**What needs to be done**
Some lines in the material below hold the word "where". Copy all of them.

**Records for the task**
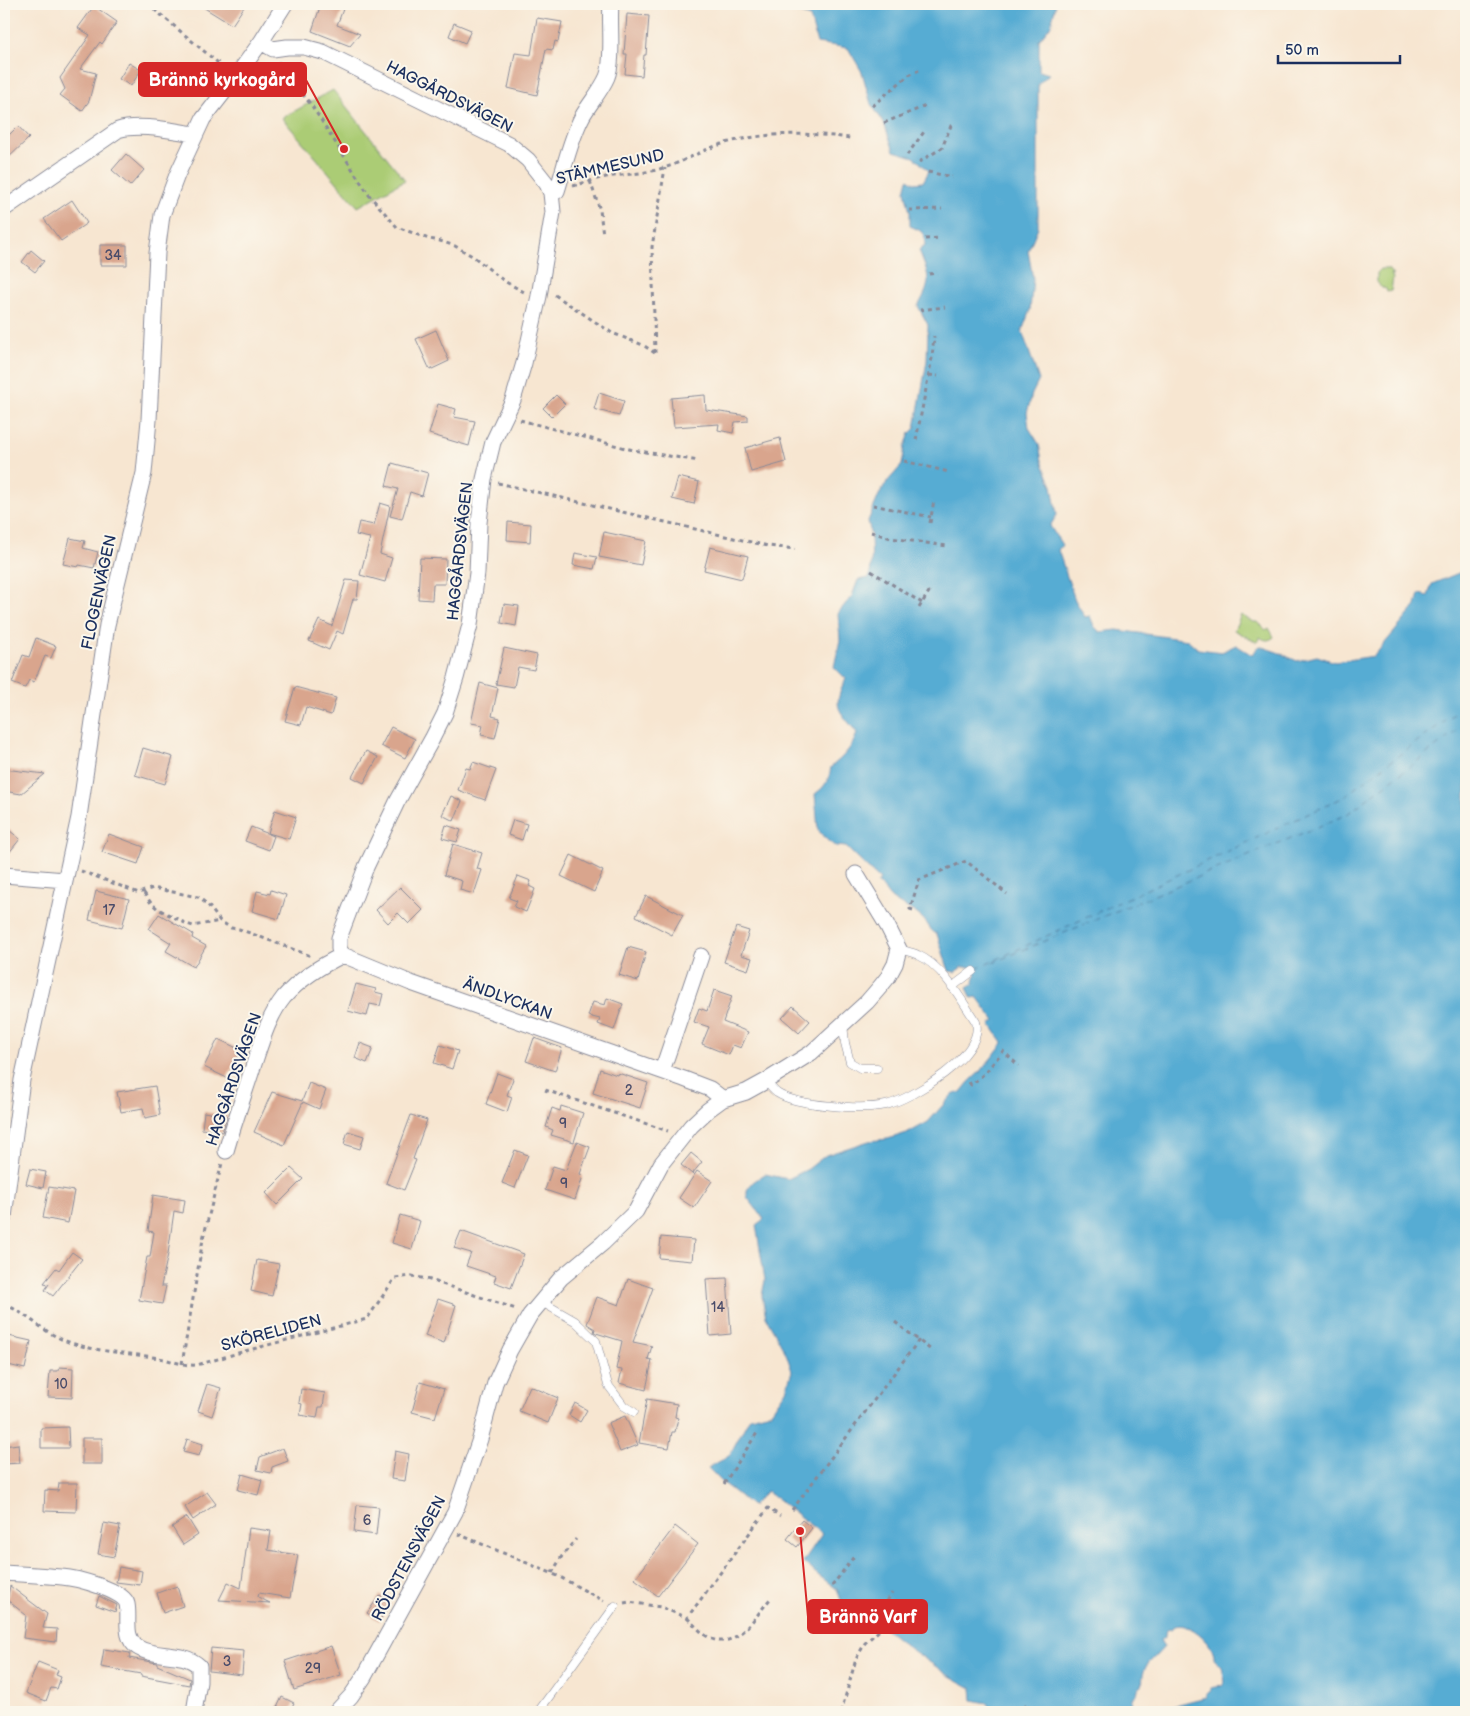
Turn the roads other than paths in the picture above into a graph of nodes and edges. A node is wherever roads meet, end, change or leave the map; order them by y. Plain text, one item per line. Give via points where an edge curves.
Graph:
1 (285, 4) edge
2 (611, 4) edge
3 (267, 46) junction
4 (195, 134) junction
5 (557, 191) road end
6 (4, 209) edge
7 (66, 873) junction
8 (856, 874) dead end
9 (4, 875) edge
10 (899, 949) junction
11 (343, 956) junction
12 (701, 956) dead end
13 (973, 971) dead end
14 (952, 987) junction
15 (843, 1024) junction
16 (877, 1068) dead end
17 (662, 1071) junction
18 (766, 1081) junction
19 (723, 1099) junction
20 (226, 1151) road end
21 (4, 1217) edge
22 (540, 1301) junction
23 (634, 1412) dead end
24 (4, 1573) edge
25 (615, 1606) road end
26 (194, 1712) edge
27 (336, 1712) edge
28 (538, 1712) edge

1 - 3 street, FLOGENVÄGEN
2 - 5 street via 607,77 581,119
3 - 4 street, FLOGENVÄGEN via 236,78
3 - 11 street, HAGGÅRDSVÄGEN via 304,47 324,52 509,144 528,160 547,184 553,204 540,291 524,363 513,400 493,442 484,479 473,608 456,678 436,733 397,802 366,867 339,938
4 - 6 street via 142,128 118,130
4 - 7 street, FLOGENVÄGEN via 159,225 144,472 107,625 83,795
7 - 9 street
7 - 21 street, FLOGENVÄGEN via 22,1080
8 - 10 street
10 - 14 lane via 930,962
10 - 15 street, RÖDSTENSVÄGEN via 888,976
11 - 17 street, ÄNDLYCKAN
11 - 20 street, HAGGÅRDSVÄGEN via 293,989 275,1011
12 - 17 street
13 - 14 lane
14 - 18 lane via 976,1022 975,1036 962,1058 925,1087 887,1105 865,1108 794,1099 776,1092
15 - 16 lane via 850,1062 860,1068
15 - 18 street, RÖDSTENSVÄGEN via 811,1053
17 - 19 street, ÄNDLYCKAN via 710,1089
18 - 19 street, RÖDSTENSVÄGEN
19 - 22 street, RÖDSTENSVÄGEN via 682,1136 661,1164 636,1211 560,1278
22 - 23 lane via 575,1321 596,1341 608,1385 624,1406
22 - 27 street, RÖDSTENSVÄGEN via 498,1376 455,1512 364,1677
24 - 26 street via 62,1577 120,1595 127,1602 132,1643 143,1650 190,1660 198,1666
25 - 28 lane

==

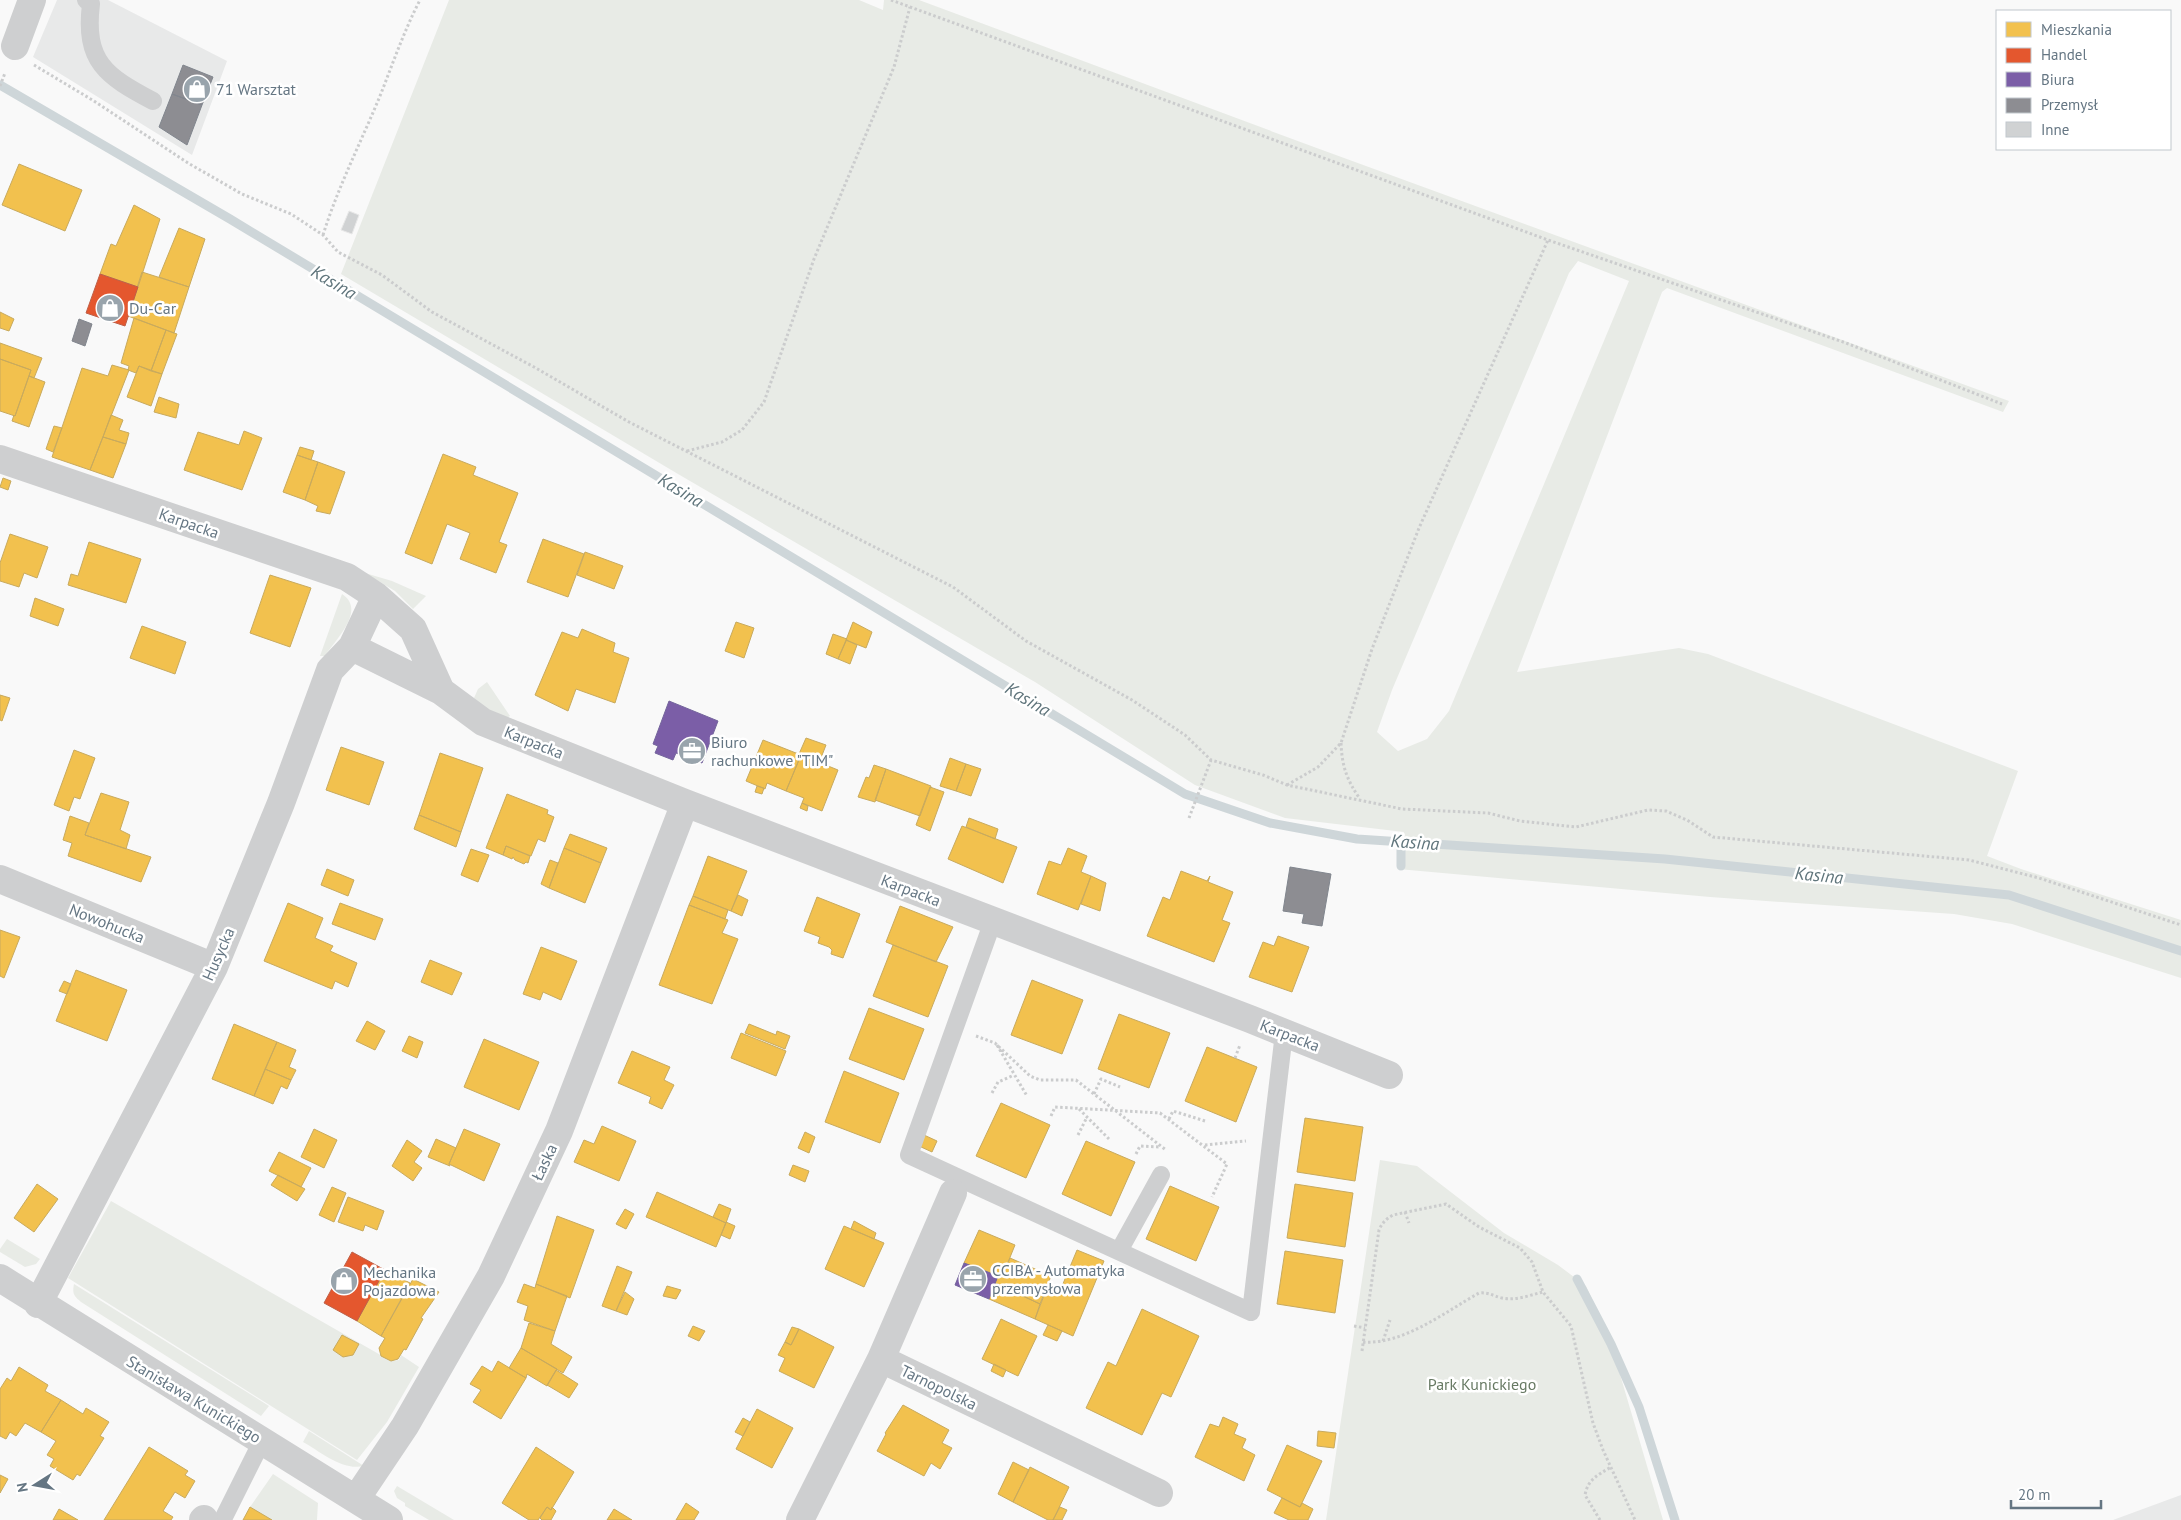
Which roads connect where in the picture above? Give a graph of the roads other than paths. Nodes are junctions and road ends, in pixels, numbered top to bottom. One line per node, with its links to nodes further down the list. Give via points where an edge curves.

...

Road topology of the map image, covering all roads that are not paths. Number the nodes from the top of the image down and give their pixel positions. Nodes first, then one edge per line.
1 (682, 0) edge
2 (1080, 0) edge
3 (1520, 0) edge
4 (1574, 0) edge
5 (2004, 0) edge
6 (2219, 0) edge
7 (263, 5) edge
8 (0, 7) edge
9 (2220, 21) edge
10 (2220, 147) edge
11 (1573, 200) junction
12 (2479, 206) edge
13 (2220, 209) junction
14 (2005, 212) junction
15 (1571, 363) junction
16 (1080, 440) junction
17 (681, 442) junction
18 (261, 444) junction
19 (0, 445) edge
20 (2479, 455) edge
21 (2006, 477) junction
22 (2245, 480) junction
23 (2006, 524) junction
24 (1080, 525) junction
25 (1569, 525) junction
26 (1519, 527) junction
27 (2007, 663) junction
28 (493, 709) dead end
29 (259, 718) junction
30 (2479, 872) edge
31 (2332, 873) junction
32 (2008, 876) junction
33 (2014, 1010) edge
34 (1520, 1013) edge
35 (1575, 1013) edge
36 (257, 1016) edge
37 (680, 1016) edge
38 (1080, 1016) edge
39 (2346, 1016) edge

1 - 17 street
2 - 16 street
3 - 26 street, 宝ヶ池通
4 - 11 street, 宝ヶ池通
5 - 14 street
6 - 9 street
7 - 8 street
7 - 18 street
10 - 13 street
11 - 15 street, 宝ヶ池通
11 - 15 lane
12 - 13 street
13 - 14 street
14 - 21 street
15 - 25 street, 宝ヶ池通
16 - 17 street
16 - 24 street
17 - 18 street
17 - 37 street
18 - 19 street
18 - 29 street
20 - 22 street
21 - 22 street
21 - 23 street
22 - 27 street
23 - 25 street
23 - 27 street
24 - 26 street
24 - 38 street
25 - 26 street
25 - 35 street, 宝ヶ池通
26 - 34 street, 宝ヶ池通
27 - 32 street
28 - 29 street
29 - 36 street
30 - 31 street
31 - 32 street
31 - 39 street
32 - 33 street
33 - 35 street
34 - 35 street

**Answer section**
Turn the roads other than paths in the picture above into a graph of nodes and edges. A node is wherever roads meet, end, change or leave the map; order them by y. Plain text, one item per line. Give via points where an edge curves.
Which roads connect where in the picture above? Give a graph of the roads other than paths. Nodes are junctions and road ends, in pixels, numbered top to bottom. One line per node, with its links to nodes further down the list. Give via points where an edge curves.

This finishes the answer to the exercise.